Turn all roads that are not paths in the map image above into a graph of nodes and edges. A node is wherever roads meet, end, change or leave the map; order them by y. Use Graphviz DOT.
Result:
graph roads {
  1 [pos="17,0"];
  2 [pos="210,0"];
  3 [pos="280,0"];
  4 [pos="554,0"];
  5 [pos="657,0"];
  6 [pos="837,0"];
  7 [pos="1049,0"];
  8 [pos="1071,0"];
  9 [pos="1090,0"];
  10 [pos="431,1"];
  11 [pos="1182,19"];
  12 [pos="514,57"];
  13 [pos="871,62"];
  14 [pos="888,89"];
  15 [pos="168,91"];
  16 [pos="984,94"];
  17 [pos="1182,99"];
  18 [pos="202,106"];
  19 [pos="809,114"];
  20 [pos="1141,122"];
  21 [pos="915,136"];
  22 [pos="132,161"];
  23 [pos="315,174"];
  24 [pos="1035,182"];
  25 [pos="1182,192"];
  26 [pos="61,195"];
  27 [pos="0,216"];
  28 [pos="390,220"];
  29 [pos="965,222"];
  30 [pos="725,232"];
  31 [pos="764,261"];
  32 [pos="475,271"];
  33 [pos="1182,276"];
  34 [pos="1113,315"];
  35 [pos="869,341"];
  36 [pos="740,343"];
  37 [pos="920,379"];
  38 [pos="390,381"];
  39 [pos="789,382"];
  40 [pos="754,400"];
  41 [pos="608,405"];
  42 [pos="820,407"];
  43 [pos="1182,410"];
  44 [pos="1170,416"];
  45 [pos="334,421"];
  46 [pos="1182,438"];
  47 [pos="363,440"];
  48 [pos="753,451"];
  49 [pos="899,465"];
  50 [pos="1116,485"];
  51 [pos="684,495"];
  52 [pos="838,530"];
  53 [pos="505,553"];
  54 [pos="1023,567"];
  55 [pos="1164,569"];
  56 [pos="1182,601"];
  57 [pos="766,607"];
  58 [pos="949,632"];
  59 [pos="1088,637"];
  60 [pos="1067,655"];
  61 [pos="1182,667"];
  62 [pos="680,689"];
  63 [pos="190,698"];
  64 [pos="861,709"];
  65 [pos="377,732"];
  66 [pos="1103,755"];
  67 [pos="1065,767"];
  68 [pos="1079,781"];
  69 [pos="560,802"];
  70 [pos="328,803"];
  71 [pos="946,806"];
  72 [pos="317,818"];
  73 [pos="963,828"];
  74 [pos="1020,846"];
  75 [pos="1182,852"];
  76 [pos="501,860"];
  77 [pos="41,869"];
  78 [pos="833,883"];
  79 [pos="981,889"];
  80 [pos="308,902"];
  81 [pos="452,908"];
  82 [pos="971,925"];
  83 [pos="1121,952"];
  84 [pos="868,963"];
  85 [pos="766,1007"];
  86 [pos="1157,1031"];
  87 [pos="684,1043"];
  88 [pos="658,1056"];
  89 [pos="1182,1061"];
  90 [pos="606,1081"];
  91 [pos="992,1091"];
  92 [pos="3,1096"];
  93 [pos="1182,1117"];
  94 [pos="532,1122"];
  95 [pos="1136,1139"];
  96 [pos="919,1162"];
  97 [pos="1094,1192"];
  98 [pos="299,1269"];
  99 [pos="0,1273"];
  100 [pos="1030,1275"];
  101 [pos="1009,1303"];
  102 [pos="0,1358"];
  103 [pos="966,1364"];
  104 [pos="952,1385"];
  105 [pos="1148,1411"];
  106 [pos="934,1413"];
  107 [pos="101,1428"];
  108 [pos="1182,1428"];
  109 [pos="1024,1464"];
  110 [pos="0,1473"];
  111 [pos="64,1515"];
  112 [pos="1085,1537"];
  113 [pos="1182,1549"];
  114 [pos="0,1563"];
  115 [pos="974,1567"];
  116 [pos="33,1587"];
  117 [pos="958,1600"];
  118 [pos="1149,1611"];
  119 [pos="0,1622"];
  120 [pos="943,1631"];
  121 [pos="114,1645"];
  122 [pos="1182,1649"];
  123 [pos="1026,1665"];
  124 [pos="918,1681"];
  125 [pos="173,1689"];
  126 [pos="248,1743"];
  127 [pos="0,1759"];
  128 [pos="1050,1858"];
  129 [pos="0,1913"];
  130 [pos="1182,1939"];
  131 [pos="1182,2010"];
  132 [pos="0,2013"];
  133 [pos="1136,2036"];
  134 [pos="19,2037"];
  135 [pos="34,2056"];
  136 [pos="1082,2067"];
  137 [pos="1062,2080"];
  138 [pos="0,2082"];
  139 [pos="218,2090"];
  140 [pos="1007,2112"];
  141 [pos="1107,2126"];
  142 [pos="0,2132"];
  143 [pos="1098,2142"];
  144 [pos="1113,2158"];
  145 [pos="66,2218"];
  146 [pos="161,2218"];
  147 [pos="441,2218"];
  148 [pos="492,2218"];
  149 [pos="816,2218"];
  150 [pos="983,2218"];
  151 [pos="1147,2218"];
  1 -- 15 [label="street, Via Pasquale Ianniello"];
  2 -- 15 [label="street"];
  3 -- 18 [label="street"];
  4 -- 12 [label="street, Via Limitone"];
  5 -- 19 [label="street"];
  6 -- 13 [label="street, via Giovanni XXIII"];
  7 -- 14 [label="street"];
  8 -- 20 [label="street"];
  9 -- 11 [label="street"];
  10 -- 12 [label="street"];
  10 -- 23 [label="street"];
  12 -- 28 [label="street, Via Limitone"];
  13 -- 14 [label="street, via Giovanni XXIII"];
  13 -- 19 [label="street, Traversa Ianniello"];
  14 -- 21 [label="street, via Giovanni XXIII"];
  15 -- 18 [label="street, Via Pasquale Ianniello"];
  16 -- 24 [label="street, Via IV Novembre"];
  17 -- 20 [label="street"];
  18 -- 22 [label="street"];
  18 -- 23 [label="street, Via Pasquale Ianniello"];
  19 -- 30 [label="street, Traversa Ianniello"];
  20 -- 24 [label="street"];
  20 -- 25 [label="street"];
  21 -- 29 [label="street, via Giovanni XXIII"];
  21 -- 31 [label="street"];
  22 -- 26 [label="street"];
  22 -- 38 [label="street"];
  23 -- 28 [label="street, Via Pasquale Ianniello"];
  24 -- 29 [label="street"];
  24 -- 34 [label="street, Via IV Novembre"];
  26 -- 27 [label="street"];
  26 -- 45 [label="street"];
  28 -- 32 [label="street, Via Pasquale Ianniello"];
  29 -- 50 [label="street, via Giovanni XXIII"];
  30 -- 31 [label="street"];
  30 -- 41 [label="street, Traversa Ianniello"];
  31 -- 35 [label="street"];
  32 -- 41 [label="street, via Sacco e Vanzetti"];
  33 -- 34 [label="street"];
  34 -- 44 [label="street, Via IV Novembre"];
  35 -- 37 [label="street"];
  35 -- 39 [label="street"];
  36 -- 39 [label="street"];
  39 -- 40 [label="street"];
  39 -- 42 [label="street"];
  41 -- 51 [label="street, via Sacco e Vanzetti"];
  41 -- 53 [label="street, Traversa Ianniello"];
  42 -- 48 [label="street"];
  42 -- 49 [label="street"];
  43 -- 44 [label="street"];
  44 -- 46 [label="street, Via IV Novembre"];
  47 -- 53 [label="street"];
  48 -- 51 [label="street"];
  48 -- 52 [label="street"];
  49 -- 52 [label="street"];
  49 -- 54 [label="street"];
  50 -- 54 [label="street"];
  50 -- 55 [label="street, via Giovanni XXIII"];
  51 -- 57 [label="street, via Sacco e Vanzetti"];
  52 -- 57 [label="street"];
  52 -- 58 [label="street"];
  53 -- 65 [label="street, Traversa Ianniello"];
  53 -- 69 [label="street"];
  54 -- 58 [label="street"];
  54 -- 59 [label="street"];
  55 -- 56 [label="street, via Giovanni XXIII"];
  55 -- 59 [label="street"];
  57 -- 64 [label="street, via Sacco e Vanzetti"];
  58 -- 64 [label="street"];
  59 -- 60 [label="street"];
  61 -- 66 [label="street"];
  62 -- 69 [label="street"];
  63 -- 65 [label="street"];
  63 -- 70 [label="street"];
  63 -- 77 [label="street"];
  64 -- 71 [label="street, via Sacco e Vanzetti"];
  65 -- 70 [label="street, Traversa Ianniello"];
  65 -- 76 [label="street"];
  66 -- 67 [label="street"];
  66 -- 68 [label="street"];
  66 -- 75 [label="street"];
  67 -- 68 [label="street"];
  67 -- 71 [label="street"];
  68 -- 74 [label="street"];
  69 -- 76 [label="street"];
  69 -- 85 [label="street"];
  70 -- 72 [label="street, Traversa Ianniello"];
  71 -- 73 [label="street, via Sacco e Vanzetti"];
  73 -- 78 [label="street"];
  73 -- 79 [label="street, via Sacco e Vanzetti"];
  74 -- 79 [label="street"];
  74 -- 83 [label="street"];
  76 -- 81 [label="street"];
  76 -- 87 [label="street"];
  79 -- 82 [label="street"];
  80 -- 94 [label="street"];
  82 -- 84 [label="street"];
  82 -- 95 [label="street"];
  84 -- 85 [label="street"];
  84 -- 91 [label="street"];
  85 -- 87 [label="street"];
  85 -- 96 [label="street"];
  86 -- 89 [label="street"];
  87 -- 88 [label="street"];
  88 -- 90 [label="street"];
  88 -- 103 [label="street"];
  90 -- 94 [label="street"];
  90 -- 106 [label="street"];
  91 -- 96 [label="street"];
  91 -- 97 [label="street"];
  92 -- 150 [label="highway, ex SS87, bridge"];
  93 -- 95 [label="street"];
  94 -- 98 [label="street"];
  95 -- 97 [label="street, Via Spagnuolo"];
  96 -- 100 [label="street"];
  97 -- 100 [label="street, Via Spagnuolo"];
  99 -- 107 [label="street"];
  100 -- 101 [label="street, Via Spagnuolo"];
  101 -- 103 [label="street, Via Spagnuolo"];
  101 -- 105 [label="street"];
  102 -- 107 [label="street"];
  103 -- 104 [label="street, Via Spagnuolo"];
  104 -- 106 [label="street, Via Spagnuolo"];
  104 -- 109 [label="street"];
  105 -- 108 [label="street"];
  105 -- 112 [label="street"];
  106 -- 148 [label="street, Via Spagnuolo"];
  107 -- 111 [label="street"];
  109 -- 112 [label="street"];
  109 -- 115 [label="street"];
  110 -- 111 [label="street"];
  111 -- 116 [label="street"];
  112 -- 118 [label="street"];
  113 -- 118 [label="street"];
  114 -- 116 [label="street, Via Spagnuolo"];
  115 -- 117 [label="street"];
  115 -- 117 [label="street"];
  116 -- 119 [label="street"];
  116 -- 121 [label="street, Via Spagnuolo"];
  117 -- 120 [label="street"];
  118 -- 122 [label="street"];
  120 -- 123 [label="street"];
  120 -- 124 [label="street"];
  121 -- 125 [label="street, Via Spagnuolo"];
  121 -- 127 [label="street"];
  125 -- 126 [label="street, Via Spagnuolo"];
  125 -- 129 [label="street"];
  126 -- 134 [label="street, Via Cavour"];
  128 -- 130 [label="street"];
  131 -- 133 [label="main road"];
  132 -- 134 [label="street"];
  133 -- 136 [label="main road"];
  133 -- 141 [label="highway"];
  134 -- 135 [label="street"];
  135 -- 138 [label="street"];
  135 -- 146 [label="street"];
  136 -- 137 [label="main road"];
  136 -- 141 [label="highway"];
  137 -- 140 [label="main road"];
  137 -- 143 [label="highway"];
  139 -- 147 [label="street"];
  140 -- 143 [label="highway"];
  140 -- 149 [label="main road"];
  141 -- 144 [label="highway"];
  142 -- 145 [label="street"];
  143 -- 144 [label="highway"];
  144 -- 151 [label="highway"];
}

----

# Task to complete:
With no other words, state how many lines above hold the word "Ianniello".

# Solution to the problem:
12